Après plusieurs mois de discrétion, l’ancien président gabonais Ali Bongo Ondimba est sorti du silence à travers une déclaration rendue publique le 3 juin 2026. Le message a été précédé d’un texte de soutien de son épouse, qui affirme que son mari reprend aujourd’hui « sa voix », après avoir été, selon elle, victime de tentatives visant à l’effacer de la vie publique et à réécrire son histoire.
L’ex-première Dame présente cette intervention comme celle d’un homme déterminé à défendre son honneur, celui de sa famille ainsi que sa version des faits après « 21 mois d’épreuves ». Selon elle, leur combat demeure celui « de la justice, de la vérité et de la dignité ».

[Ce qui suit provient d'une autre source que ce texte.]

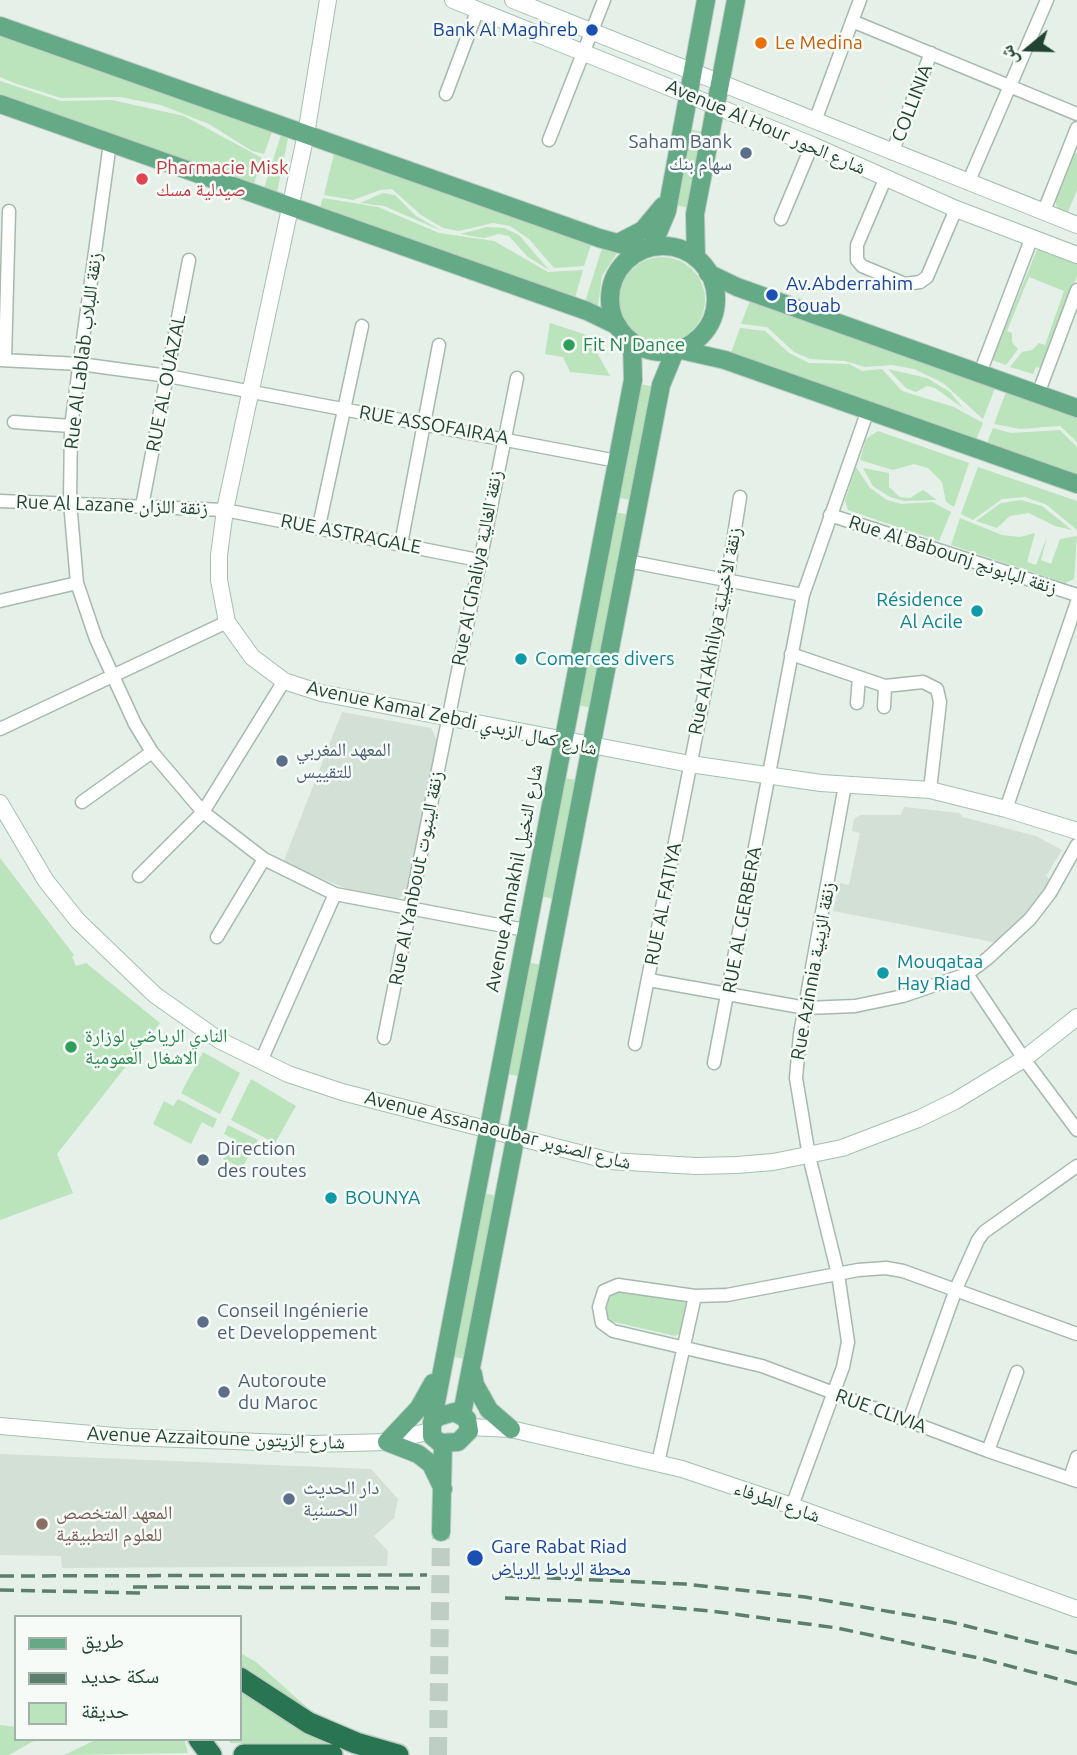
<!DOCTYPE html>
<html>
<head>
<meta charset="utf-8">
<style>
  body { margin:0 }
  #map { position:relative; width:1077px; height:1755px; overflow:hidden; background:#e5f0e8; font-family:Ubuntu,"Noto Naskh Arabic",sans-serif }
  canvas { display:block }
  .legend { position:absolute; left:14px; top:1615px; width:228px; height:126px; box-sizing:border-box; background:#f6fbf7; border:2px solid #a1b2a8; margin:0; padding:9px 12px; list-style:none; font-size:21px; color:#214432 }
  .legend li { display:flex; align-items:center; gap:14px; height:35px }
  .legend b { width:35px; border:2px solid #a1b2a8 }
  .north { position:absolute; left:993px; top:14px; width:70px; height:70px; -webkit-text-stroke:5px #f6fbf7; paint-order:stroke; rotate:251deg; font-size:19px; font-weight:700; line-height:28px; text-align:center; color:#214432 }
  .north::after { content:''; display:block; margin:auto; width:24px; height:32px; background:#214432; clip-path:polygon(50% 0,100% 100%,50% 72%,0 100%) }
</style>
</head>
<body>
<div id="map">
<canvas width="1077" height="1755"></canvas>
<ul class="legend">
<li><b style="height:9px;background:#64aa86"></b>طريق</li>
<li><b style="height:9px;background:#5c7f6d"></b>سكة حديد</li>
<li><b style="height:19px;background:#bbe3bc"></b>حديقة</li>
</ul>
<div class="north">ش</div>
</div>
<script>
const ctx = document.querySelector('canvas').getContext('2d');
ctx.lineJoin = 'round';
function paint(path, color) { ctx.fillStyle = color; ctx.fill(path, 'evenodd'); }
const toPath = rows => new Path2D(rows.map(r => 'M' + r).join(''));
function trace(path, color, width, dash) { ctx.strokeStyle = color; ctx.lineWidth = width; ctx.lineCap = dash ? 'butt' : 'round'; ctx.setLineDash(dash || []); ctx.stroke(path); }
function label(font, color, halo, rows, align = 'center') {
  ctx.font = font + ' Ubuntu,"Noto Naskh Arabic",sans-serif'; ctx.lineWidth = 5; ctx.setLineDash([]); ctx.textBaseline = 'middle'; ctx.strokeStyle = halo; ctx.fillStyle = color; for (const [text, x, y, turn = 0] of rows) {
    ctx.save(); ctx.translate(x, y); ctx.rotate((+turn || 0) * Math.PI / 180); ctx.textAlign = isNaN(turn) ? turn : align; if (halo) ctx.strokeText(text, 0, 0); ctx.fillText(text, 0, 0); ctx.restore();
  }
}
const built = toPath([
  [342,712,431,728,437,740,408,893,393,901,360,894,283,863],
  [904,807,960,813,962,817,1036,836,1062,850,1046,876,1051,880,1026,914,998,943,833,911,840,883,849,885,860,833,852,831,854,819,860,815,901,815],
  [0,1454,371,1469,398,1499,394,1518,374,1536,388,1551,387,1566,62,1568,61,1556,0,1555]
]);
const green = toPath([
  [0,36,272,132,264,154,252,151,209,124,161,105,120,97,61,98,14,83,0,77],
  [0,81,61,101,112,100,184,116,262,158,254,184,0,94],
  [689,129,703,132,689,208,675,205],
  [281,135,288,138,277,193,264,188],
  [1074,152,1077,154,1077,190,1067,214,1058,210,1055,201],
  [334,154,591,245,584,266,554,268,529,239,510,226,493,223,459,231,443,228,421,215,392,189,380,190,353,200,324,195],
  [383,193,395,195,416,216,442,231,384,206,360,203],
  [323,198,378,207,439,233,494,241,548,272,583,270,575,298,320,207],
  [487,227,504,228,519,235,549,270,528,257,509,236,499,234,484,238,460,234],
  [1038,247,1077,258,1077,276,1040,368,1036,367,1033,374,1010,367,1022,352,1032,350,1039,343,1045,345,1064,291,1029,277,1007,331,1012,333,1012,342,1018,349,1006,365,992,360],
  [602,248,617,253,602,276,598,306,585,302],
  '619 300a43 43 0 1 1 86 0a43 43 0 1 1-86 0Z',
  [750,301,995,388,983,419,943,383,914,369,892,365,865,367,845,361,810,359,794,352,767,327,741,324],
  [550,323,587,335,610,376,570,372,563,357,545,354],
  [740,328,765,331,789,353,809,363,849,364,862,371,882,369,902,391,954,407,983,423,976,440,731,353],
  [888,369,927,378,950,392,963,408,935,388,927,386,916,392,906,388],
  [640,384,654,387,632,500,618,498],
  [1006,392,1077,417,1077,442,1060,426,1020,429,994,424],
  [993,428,1011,433,1060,430,1077,447,1077,475,987,443],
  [878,431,969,463,954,507,946,502,942,482,928,468,914,464,893,470,860,460,866,439],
  [856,467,870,488,887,500,901,504,932,502,951,512,939,541,848,510,845,501],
  [978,467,1077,501,1077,530,1047,505,1025,497,1002,499,973,520,961,514],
  [863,468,889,473,889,487,900,497,910,498,923,490,937,500,904,501,890,497,873,486],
  [1021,500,1042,506,1072,530,1055,526,1029,513,1010,516,997,528,976,521,1001,503],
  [615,512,629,515,592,708,578,705],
  [960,518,1002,535,1020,537,1035,533,1027,562,1036,565,1047,537,1041,560,1051,564,1060,539,1077,536,1074,579,1065,583,951,545],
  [563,778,577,780,554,899,540,896],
  [0,858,74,955,72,957,76,966,86,963,160,1023,57,1154,73,1193,0,1220],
  [527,962,541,965,520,1076,505,1074],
  [203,1052,240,1073,220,1114,181,1093],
  [251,1079,296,1106,275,1143,231,1120],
  [178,1099,217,1119,213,1128,202,1122,191,1144,153,1124,164,1101,173,1106],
  [228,1125,258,1140,242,1168,223,1159,233,1139,224,1134],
  [483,1193,497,1196,464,1359,450,1356],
  [617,1291,684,1300,689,1308,683,1332,675,1336,610,1321,605,1313,607,1295],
  [240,1653,256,1662,320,1719,240,1671],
  [240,1684,338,1745,231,1743,227,1739,240,1739],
  [0,1725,16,1727,16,1739,37,1739,9,1755,0,1755],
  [98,1739,184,1739,188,1753,64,1755]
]);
const primaryTunnel = toPath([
  [438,1755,441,1532]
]);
const street = toPath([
  [852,21,1077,114],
  [446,94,478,9],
  [815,121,860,0],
  [549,140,604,0],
  [110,143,71,426,70,502,77,583,96,639,135,724,152,752,203,812,264,859,335,894,525,930],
  [892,153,931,53],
  [886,177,857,245,857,260,862,266,905,284,920,282,927,277,956,209],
  [968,183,1047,0],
  [1044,211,1077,128],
  [781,219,812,145],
  [0,360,80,364,168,376,617,461],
  [5,360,9,211],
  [980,373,1032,237],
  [1038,394,1077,290],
  [14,422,71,426],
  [0,501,225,510,478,560],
  [142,506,189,260],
  [830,515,1077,595],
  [319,526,362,326],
  [401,544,439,345],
  [627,561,803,595],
  [0,601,77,583],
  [791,654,885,686,923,682,937,689,940,702,930,790],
  [857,703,859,677],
  [884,707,885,686],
  [0,729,227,622],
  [82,802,152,752],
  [1006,809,1077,602],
  [139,876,203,812,284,681],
  [217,937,264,859],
  [967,974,1024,1059,1077,1130],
  [649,980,806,1008,855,1006,903,996,967,974,988,958,1030,919,1050,893,1077,845],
  [384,1038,517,378],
  [635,1044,727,580,740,497],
  [261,1061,335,894],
  [714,1063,803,595,868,410],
  [1077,1334,903,1271,886,1268,858,1270,727,1295,695,1296,618,1285,604,1291,599,1307,602,1323,613,1331,762,1366,988,1451,1077,1481],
  [909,1421,956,1289,978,1240,984,1232,1077,1166],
  [988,1451,1017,1372],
  [658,1463,695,1296],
  [1070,1478,1077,1457],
  [792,1506,843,1367,848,1342,838,1274,809,1156,796,1078,800,1034,845,785]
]);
const secondary = toPath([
  [328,0,306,134,225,510,219,555,219,580,227,622,252,657,284,681,321,693,690,764,821,783,930,790,1006,809,1077,831],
  [453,0,812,145,956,209,1077,255],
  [513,0,1077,225],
  [0,803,46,881,78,921,155,995,219,1040,288,1074,342,1092,610,1161,696,1166,737,1165,773,1162,842,1148,918,1119,955,1101,1024,1059,1077,1017],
  [0,1426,126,1437,314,1444,387,1442,430,1431],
  [469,1427,511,1429,682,1469,792,1506,1077,1609]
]);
const primary = toPath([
  [0,26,599,238,642,250],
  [0,104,587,311,618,326],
  [618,243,643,230,663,206],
  '610 299a53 53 0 1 1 106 0a53 53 0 1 1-106 0Z',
  [652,247,667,211,706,0],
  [696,258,695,214,736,0],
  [708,273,737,287,1077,408],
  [681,350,725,360,1077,484],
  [473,1374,475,1385,489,1410,511,1429],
  [433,1383,419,1408,387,1442,418,1454,431,1464,443,1489],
  [454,1412,467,1419,469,1431,458,1442,440,1443,432,1436,432,1423,438,1417,454,1412],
  [462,1414,661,385,675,351],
  [432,1423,633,380,632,342],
  [441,1532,443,1444]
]);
const highway = toPath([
  [240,1678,309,1723,356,1743,398,1755],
  [199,1739,211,1755],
  [244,1755,332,1755]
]);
const rail = toPath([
  [0,1576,427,1575],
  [505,1576,685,1584,805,1597,950,1622,1077,1653],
  [133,1587,426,1588],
  [0,1590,143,1593],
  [505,1598,606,1602,711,1611,837,1628,983,1659,1077,1684]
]);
const markers = [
  [592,30,7,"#1a4fb4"],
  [761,43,7,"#e8710a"],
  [746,153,7,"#5c6f8a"],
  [142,179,7,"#e0444e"],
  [772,295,7,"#1a4fb4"],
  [569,345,7,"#2e9e5b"],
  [977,611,7,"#0f9aa8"],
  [521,659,7,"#0f9aa8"],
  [282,761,7,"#5c6f8a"],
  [883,973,7,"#0f9aa8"],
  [71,1047,7,"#2e9e5b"],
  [203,1160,7,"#5c6f8a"],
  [331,1198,7,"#0f9aa8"],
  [203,1322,7,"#5c6f8a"],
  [224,1392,7,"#5c6f8a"],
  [289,1499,7,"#5c6f8a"],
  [42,1524,7,"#8d6e63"],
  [475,1558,9,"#1a4fb4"]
];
const transitNames = [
  ["Bank Al Maghreb",578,30,"right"],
  ["Av.Abderrahim",786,284],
  ["Bouab",786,306],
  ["Gare Rabat Riad",491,1547],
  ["محطة الرباط الرياض",491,1569]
];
const foodNames = [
  ["Le Medina",775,43]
];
const streetNames = [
  ["COLLINIA",912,103,-69],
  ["Avenue Al Hour شارع الحور",766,127,23],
  ["Rue Al Lablab زنقة اللبلاب",83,351,-83],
  ["RUE AL OUAZAL",166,383,-79],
  ["RUE ASSOFAIRAA",434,425,10],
  ["Rue Al Lazane زنقة اللزان",112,505,2],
  ["RUE ASTRAGALE",351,534,11],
  ["Rue Al Babounj زنقة البابونج",953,555,18],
  ["Rue Al Ghaliya زنقة الغالية",477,568,-79],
  ["Rue Al Akhilya زنقة الأخيلية",715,631,-79],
  ["Avenue Kamal Zebdi شارع كمال الزبدي",452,718,12],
  ["Rue Al Yanbout زنقة الينبوت",416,878,-79],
  ["Avenue Annakhil شارع النخيل",514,878,-79],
  ["RUE AL FATIYA",663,904,-79],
  ["RUE AL GERBERA",742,920,-80],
  ["Rue Azinnia زنقة الزينية",813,971,-80],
  ["Avenue Assanaoubar شارع الصنوبر",498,1130,14],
  ["RUE CLIVIA",881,1411,20],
  ["Avenue Azzaitoune شارع الزيتون",216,1438,2],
  ["شارع الطرفاء",777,1502,19]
];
const serviceNames = [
  ["Saham Bank",732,142,"right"],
  ["سهام بنك",732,164,"right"],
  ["المعهد المغربي",296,750],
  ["للتقييس",296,772],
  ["Direction",217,1149],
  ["des routes",217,1171],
  ["Conseil Ingénierie",217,1311],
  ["et Developpement",217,1333],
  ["Autoroute",238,1381],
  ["du Maroc",238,1403],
  ["دار الحديث",303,1488],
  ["الحسنية",303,1510]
];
const healthNames = [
  ["Pharmacie Misk",156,168],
  ["صيدلية مسك",156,190]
];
const leisureNames = [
  ["Fit N' Dance",583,345],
  ["النادي الرياضي لوزارة",85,1036],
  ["الاشغال العمومية",85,1058]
];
const cultureNames = [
  ["Résidence",963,600,"right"],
  ["Al Acile",963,622,"right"],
  ["Comerces divers",535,659],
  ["Mouqataa",897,962],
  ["Hay Riad",897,984],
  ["BOUNYA",345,1198]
];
const educationNames = [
  ["المعهد المتخصص",56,1513],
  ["للعلوم التطبيقية",56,1535]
];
paint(built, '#d2e0d6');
paint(green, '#bbe3bc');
trace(primaryTunnel, '#becec4', 18, [18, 9]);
trace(street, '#a6b9ae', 15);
trace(secondary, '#a4c0af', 18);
trace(primary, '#c1cbc6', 20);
trace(highway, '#c1cbc6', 24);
trace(street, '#fff', 12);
trace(secondary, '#fff', 16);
trace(primary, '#64aa86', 18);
trace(highway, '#297551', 21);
trace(rail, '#5c7f6d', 3.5, [14, 7]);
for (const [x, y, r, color] of markers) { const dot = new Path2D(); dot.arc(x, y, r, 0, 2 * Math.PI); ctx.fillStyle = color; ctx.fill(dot); trace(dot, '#f6fbf7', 2.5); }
label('19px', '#164399', '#f6fbf7', transitNames, 'left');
label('19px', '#c56008', '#f6fbf7', foodNames, 'left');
label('19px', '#214432', '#f6fbf7', streetNames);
label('19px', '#4e5e75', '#f6fbf7', serviceNames, 'left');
label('19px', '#be3a42', '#f6fbf7', healthNames, 'left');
label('19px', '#27864d', '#f6fbf7', leisureNames, 'left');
label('19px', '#0d838f', '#f6fbf7', cultureNames, 'left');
label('19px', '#785e54', '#f6fbf7', educationNames, 'left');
</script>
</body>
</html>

Oligui Nguema de nier les souffrances de sa famille
Dans cette déclaration relayée par le secrétaire général du Parti démocratique gabonais (PDG), Ali Akbar Onanga Y’Obégué, Ali Bongo répond directement aux propos tenus par le président Brice Clotaire Oligui Nguema lors d’un entretien accordé à France 24 le 2 juin 2026.
L’ancien président rejette l’affirmation selon laquelle le chef de l’État n’aurait « aucun problème » avec lui. Il estime au contraire que cette position est incompatible avec ce qu’il décrit comme un refus de reconnaître les violences et mauvais traitements dont auraient été victimes son épouse et son fils.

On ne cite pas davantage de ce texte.